## Brief
Search the data below for "middle"; list each line that holds it.

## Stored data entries
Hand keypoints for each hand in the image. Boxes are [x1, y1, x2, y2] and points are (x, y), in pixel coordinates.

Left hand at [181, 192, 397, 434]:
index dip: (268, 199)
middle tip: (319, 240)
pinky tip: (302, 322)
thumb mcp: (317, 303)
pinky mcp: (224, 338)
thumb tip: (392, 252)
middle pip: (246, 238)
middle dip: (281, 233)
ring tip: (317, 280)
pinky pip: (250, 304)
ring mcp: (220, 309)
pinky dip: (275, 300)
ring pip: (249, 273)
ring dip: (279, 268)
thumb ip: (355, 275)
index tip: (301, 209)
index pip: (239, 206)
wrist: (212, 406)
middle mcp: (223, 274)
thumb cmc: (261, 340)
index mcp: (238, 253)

...

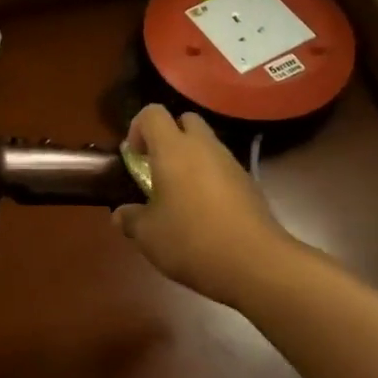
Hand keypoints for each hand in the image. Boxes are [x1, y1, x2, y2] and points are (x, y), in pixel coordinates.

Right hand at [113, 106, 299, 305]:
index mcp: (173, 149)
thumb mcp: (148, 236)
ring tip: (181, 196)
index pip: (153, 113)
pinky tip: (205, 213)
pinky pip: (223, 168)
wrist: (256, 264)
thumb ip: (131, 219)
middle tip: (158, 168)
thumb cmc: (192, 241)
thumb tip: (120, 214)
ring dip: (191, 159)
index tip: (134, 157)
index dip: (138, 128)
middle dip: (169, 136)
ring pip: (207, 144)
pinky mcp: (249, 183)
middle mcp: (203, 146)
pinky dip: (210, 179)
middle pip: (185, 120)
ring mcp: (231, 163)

## Written solution
middle tip: (319, 240)
middle pip: (246, 238)
middle dip: (281, 233)
middle mcp: (223, 274)
middle tip: (158, 168)
middle dip: (169, 136)
middle mcp: (203, 146)
middle pip: (185, 120)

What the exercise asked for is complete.